Bonus Room Square Footage Appraisal: Does a Bonus Room Count as GLA?

Builders love calling things "bonus rooms." Appraisers have to figure out whether those rooms actually count toward gross living area. The answer hinges on a few specific factors, and getting it wrong in either direction creates real problems.

What makes a bonus room count as GLA

Bonus Room ConfigurationCounts as GLA?Common Reason for Exclusion
Bonus room over main living area — finished, heated, interior accessYesNone if all ANSI criteria met
Bonus room over attached garage (BRAG) — finished, heated, interior accessConditional — ceiling height criticalSloped roofline fails 50% at 7 ft rule
Bonus room — exterior access onlyNoMust have interior stair/hallway access
Bonus room — no permanent heatNoPlug-in space heater does not qualify
Unfinished bonus room spaceNoMust have drywall, finished floor, finished ceiling

Under ANSI Z765-2021, GLA is above-grade, finished, and designed for year-round use with adequate permanent heating and cooling. "Bonus room" is a marketing label, not a construction category, the space has to pass the same test as any other room.

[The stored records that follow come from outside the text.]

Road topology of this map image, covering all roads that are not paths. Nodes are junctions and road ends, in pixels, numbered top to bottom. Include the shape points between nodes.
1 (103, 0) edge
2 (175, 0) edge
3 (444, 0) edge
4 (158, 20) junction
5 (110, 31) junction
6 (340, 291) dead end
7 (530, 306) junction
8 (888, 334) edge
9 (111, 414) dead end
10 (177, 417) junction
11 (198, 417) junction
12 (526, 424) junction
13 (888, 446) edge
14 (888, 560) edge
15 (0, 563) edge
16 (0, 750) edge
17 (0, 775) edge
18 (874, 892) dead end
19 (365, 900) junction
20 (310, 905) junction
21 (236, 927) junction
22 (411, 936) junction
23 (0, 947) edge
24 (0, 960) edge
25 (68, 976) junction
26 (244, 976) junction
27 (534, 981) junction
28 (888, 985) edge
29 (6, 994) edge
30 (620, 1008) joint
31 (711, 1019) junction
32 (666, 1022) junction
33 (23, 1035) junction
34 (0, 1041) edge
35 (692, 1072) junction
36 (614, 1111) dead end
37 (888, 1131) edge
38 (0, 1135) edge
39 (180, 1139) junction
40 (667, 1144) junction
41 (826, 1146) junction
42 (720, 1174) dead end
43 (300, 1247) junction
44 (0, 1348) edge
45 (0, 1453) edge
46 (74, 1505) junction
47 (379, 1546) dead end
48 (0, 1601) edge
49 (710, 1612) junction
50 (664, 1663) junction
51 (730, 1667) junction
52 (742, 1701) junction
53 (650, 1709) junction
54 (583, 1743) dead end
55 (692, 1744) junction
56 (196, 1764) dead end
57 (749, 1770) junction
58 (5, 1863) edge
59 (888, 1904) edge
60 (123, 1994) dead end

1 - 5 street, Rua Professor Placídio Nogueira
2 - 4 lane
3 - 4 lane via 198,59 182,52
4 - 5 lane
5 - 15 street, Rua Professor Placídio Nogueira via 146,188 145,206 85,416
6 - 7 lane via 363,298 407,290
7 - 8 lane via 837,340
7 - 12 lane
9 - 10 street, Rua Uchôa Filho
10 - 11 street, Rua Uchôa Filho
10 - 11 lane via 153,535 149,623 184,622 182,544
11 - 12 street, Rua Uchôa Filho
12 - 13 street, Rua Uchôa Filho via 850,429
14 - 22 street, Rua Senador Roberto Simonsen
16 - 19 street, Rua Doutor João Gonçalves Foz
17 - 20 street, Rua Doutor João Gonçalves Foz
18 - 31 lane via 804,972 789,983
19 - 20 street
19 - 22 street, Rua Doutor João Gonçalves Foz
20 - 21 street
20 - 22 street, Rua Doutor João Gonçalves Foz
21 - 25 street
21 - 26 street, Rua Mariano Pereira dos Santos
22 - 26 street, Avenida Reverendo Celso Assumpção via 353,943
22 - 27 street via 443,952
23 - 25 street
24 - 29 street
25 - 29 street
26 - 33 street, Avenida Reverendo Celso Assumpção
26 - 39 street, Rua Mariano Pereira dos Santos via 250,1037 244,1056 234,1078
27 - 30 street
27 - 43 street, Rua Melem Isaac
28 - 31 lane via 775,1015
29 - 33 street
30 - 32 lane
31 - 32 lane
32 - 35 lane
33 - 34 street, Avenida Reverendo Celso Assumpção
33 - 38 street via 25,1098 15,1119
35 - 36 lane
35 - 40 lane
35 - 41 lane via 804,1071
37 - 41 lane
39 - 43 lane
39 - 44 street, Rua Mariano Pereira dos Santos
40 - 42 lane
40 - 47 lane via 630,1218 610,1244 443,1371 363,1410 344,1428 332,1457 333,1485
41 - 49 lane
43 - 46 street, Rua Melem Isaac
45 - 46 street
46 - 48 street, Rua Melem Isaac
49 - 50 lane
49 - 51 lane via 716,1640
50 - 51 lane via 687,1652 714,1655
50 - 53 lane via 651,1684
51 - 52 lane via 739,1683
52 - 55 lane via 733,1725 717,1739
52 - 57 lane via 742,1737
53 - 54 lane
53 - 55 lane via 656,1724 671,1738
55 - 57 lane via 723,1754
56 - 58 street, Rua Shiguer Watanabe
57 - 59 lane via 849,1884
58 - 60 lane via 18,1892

A bonus room counts toward GLA when it meets all of the following:

If the bonus room is over a garage, above a main living floor, or tucked under a roofline, and it meets all four criteria, it counts as GLA. The "bonus" label doesn't disqualify it.

The room-above-the-garage problem

The most common bonus room scenario: a finished room above a detached or attached garage. Builders include these on plans, agents love them, and appraisers have to decide whether they're GLA.

Above an attached garage

If the room is above an attached garage, accessible via interior stairs from the main living area, finished, and on the home's HVAC system, it counts as GLA. Measure it using exterior dimensions of that portion of the structure at the floor level of the room, not the garage below.

The complication: the room is above an unheated garage bay. ANSI's concern is whether the room itself is designed for year-round use, not what's beneath it. As long as the room is insulated, climate-controlled, and finished, the garage floor below is irrelevant to the GLA classification.

Above a detached garage

A finished room above a detached garage is almost never GLA. It's a separate structure. Unless there's a covered, enclosed breezeway providing interior access to the main house (and even then it's debatable), the detached garage apartment is treated as an ADU or accessory structure, not added to the home's GLA.

Sloped ceilings and the ceiling height rule

ANSI Z765-2021 has a ceiling height requirement for finished square footage. Finished area must have a ceiling height of at least 7 feet. For areas with sloped ceilings, common in bonus rooms and loft spaces under a roofline, only the portion with at least 5 feet of ceiling height counts, and that area must still have at least 7 feet of ceiling height over at least 50% of the floor area.

In plain terms: a bonus room under a steep gable roof where most of the space has 4-foot knee walls may have far less countable square footage than the floor plan suggests. Measure to the 5-foot ceiling line, exclude what's below it, and verify the 50% rule is satisfied before including any of it in GLA.

This is where a lot of builder-reported square footage overstates actual ANSI-compliant GLA. The floor plan shows the full footprint; the appraiser counts only what meets the height standard.

Loft spaces

Open lofts, a second-floor landing that overlooks the main living area, follow the same rules. If the loft is finished, on HVAC, and meets ceiling height requirements, it counts. The fact that it's open to below doesn't exclude it from GLA. Measure the floor area of the loft itself (not the double-height space below).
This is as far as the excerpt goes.